[Collected data]
++++++
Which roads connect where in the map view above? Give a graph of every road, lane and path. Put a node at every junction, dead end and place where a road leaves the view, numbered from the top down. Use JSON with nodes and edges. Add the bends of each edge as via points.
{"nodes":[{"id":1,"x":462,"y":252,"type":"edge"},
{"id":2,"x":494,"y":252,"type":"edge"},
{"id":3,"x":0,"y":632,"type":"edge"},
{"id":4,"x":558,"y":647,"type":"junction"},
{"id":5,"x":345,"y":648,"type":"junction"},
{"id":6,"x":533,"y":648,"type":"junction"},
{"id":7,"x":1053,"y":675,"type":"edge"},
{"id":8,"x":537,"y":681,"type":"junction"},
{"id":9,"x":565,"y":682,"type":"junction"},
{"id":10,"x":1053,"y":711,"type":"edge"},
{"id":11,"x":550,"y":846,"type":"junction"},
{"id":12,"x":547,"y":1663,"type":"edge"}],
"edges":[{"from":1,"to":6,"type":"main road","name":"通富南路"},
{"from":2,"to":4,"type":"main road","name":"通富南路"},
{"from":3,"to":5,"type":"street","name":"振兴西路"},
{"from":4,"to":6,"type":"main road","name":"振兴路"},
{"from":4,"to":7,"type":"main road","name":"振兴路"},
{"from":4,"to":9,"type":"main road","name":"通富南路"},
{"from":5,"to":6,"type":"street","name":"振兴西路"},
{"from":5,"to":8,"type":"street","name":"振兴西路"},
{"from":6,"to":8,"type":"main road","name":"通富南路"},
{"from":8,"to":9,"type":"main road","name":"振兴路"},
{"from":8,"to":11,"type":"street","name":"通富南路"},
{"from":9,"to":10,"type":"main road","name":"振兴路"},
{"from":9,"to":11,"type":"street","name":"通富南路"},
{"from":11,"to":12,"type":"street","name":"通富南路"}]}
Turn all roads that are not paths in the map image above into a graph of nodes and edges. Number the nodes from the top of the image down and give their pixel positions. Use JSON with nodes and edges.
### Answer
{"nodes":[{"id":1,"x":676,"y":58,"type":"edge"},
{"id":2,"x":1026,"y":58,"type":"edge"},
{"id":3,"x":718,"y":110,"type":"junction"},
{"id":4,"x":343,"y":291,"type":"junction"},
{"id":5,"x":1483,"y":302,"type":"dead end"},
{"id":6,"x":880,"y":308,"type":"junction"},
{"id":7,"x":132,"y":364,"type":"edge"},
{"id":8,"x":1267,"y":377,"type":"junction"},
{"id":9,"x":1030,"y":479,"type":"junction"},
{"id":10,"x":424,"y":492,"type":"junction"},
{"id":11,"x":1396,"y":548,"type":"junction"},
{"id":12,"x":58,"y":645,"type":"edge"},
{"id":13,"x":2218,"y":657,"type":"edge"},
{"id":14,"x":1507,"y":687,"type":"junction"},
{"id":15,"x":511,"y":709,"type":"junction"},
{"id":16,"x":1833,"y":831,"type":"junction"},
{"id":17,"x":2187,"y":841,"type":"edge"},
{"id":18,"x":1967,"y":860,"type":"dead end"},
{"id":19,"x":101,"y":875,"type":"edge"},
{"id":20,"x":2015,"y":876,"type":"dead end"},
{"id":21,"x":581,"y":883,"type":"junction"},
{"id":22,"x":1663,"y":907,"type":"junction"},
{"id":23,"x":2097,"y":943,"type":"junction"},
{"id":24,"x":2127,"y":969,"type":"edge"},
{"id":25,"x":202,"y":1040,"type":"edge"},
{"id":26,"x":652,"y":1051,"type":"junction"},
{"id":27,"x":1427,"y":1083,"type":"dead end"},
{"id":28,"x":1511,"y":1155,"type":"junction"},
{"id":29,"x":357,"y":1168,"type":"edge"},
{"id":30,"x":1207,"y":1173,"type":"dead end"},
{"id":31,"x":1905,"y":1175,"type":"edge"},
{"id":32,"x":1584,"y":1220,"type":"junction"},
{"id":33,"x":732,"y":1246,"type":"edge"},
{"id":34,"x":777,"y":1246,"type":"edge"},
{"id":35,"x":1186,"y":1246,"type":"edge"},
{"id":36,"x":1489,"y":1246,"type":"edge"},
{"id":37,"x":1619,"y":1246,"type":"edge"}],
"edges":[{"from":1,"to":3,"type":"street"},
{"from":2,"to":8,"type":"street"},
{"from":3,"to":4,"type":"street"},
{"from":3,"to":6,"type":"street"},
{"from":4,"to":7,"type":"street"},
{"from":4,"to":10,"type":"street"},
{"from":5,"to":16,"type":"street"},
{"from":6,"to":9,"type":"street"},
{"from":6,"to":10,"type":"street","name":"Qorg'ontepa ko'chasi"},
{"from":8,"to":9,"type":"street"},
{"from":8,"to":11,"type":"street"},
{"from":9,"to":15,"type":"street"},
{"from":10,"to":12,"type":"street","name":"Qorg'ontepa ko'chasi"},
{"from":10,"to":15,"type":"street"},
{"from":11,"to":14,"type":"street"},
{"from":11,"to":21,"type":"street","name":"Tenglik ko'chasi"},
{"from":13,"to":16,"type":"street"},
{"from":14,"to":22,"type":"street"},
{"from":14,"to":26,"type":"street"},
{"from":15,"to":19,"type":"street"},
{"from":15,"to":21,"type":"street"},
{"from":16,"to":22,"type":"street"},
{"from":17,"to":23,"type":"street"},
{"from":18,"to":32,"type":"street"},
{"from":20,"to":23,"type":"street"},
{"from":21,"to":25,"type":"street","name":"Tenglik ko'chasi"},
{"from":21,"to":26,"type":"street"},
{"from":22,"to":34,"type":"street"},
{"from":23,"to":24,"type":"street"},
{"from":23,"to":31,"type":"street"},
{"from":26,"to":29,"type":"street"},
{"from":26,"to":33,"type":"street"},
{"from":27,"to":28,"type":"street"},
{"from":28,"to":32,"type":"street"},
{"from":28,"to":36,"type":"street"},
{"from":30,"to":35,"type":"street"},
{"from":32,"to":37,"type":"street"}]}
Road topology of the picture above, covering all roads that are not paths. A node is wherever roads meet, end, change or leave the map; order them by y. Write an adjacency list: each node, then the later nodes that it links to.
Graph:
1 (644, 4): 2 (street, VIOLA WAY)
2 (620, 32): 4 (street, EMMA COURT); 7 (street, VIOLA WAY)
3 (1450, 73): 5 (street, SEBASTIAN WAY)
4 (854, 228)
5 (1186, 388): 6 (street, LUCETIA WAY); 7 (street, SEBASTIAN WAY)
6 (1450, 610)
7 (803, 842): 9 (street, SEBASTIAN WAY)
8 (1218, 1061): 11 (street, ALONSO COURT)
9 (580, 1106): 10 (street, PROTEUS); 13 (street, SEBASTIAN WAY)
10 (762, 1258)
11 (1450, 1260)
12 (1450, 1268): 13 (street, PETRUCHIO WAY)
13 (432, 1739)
++++++
▶ [Task requirements] Every line in the data above that includes the word "Qorg" should be copied.

▶ [Response area]
{"from":6,"to":10,"type":"street","name":"Qorg'ontepa ko'chasi"},
{"from":10,"to":12,"type":"street","name":"Qorg'ontepa ko'chasi"},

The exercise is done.